Google’s ambitions impinge on vertical sites like TripAdvisor (and many other sites, like that of my company, Canpages) who, guess what, want to also help people find stuff.

Facebook’s ambitions provide an option for sites that Google is squeezing to provide a different, more social, more contextualized, more personal, and potentially more relevant user experience.

The algorithm versus the social graph
Which will win? The cold calculating machines of Google, adding up links and tags and a myriad of other factors and arriving at a calculated relevance score for any given query? The implicit and explicit advice of my social circle?

We live in interesting times!

Local heats up, starts to get ugly

Everyone who follows tech and web news today knows that local is the hottest battleground right now. It’s one that I’m intimately engaged in as part of Canpages, one of the leading local search sites in Canada.

The battle just turned up a few degrees.

Today Yahoo! announced their new local focus “neighborhood mix”, now in beta … a combination of local news, events, and – you guessed it – deals. That’s following hot on the heels of Groupon, the poster child for local commerce deals, which recently turned down a $6B takeover deal from Google. And Google of course just announced Hotpot recently, a recommendation engine to add to Places, Google’s hyper-local search/commerce engine.

I haven’t even mentioned Yelp, or Facebook Places, or the entire location-based networks such as FourSquare and Gowalla, or Bing Local. But that’s not what made the battle hotter.

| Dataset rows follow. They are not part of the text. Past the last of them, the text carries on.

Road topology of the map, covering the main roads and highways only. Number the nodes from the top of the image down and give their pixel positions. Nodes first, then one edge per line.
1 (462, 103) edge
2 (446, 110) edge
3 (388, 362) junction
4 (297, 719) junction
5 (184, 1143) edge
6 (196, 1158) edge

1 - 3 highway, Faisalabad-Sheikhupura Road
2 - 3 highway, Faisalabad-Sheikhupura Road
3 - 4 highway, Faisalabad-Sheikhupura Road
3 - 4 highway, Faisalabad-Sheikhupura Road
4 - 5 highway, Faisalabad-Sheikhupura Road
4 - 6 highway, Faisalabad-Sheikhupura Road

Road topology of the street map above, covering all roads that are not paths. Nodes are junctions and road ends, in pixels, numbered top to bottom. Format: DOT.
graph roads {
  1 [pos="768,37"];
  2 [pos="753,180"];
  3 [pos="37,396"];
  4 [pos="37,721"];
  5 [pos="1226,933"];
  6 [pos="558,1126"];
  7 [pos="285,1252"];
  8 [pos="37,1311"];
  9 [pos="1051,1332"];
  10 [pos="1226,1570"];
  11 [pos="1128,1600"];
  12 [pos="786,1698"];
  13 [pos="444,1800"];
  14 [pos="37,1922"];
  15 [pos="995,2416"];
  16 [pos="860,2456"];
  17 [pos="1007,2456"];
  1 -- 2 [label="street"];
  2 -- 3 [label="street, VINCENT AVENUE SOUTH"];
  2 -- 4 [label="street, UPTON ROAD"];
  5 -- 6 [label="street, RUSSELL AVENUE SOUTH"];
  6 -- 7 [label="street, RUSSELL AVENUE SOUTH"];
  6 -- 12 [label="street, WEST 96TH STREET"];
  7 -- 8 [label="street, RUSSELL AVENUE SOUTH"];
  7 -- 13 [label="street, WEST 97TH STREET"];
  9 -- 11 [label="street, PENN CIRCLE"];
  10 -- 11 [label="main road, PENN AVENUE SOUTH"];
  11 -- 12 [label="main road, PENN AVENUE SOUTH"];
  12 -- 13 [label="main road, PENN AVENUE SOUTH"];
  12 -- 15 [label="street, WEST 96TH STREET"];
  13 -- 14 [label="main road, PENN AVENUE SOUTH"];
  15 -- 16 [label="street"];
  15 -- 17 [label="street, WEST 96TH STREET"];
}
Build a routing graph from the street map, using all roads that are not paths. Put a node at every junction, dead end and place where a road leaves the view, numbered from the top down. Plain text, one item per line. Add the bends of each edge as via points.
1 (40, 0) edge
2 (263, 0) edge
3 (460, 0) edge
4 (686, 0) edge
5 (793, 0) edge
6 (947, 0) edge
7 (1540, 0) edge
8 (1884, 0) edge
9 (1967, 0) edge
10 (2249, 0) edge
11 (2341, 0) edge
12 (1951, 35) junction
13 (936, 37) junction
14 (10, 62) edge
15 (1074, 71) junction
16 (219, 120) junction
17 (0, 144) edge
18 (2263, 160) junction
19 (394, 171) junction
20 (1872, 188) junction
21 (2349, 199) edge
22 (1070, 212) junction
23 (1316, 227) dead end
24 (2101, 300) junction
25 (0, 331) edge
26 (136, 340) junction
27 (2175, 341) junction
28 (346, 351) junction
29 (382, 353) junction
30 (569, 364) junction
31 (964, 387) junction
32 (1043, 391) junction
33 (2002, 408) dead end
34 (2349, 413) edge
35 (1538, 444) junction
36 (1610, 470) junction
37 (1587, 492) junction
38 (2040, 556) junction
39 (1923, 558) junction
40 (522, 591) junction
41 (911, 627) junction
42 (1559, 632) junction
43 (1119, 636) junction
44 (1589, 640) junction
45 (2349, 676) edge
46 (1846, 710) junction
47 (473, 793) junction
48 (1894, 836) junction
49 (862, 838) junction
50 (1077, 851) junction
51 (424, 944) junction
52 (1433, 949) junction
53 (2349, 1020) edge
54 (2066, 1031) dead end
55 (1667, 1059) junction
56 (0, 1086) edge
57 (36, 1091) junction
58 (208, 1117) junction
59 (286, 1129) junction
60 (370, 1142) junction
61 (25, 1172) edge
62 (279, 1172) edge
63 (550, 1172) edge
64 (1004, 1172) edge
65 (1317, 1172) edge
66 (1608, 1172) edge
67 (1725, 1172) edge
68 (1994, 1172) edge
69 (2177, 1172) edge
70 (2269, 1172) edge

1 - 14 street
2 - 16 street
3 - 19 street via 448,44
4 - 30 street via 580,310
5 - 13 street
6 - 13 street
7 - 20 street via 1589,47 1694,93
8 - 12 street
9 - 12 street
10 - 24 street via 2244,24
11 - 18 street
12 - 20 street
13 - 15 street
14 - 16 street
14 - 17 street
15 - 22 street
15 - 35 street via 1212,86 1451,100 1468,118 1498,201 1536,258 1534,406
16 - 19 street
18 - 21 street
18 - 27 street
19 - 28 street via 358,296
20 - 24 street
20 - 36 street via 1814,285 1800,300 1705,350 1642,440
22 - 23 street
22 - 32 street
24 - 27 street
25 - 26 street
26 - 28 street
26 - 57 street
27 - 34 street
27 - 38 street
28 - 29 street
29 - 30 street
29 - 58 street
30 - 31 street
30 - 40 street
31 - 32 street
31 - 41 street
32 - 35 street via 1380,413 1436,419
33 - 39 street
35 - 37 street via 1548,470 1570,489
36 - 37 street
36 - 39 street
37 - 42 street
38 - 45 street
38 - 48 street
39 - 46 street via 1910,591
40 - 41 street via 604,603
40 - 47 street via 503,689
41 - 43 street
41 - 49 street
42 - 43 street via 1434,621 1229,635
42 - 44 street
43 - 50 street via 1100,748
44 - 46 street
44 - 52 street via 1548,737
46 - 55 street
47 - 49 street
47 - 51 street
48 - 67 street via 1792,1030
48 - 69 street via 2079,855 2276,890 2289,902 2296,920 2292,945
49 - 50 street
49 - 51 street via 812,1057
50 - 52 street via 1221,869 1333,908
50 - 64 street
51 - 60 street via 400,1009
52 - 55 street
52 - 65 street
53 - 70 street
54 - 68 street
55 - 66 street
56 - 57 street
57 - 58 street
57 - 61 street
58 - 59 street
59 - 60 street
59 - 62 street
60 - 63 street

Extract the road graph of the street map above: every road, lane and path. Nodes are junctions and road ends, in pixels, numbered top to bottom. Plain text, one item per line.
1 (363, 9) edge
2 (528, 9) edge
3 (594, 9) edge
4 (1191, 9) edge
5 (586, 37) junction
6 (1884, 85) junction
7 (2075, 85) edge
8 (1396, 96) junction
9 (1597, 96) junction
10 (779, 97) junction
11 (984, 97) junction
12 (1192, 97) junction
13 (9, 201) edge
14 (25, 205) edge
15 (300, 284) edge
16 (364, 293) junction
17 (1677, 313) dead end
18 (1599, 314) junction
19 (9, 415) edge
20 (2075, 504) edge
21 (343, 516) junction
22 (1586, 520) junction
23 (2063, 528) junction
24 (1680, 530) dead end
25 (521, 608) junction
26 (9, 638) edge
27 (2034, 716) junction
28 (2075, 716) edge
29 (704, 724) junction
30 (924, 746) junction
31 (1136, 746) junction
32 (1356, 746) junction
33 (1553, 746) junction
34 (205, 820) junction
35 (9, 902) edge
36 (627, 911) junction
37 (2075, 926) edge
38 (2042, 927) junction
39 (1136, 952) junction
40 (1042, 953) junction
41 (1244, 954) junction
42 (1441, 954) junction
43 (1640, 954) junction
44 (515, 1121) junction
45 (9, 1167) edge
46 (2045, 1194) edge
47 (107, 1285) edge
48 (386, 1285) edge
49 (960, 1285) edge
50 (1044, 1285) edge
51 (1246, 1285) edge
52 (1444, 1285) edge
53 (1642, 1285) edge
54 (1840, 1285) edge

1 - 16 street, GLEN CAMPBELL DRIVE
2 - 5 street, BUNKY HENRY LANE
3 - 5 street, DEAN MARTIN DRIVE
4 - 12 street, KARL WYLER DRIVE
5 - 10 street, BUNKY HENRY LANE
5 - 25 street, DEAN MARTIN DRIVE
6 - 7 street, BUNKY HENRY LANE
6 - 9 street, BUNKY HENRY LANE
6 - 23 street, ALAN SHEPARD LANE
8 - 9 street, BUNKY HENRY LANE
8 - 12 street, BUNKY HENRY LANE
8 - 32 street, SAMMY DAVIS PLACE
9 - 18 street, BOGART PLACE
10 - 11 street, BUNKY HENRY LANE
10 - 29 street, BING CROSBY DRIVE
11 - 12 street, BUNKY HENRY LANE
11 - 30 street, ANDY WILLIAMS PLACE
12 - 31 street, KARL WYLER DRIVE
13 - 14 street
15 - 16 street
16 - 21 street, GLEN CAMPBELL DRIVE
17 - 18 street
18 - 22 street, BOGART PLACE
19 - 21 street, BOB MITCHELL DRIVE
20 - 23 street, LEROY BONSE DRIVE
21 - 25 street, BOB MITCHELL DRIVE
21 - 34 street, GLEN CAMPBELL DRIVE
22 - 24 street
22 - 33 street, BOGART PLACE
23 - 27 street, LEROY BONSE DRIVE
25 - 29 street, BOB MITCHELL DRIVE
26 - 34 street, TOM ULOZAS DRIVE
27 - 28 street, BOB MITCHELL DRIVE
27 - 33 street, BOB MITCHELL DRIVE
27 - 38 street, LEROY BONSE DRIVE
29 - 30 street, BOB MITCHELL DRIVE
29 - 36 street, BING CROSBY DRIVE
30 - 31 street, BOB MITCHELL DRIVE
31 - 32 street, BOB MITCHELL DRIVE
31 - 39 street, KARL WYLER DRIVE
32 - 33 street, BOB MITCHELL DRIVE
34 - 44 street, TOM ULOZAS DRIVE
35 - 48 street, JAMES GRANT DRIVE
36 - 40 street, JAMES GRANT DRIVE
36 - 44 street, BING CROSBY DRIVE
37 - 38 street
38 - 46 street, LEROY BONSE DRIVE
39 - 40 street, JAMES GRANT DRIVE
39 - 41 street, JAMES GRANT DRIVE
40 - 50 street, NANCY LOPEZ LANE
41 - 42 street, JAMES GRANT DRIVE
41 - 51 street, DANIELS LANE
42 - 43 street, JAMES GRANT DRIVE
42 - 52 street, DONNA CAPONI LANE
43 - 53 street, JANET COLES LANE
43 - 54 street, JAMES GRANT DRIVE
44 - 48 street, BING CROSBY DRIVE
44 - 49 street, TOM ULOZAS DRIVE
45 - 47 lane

TripAdvisor is the company that turned up the temperature.

TripAdvisor, of course, is the company you turn to in order to find out if the hotel or restaurant you’re going to is any good. They have hundreds of thousands of reviews, most from ordinary people who have gone to the location and reported their findings. I never pick a hotel without checking TripAdvisor first.

Befitting its status as a search engine, Google has always provided easy access to TripAdvisor reviews, ranking them high in search engine result pages (SERPs). But as a local destination and review engine in its own right, Google is not neutral anymore. It’s not even, really, a frenemy. The coopetition is now pretty much competition. And TripAdvisor has decided to stop feeding the troll.

Google Places works by aggregating web content about a location in order to present a searcher as complete a picture as possible (with some restrictions, as they don’t work with Facebook or – now – with TripAdvisor). They’ve had problems before as content providers and creators such as Yelp have felt they are getting cheated as Google essentially uses their content for free. That’s always been the case, of course, but now with Google Places, users may not ever feel the need to click through to any of the other sites to get a fuller picture. Places, in other words, pushes Google over the line from partner and source to direct competition.

And so TripAdvisor has blocked Google Places from showing full reviews. Greg Sterling at Search Engine Land has a great post showing the exact implications of this blocking.

This is a devil’s deal, of course: you’re protecting your interests but also harming them. While protecting their content, TripAdvisor is risking their traffic. They can probably do it – their brand is strong, and their direct-in traffic and repeat traffic is probably also strong.

The question is: will more content providers start doing this as well?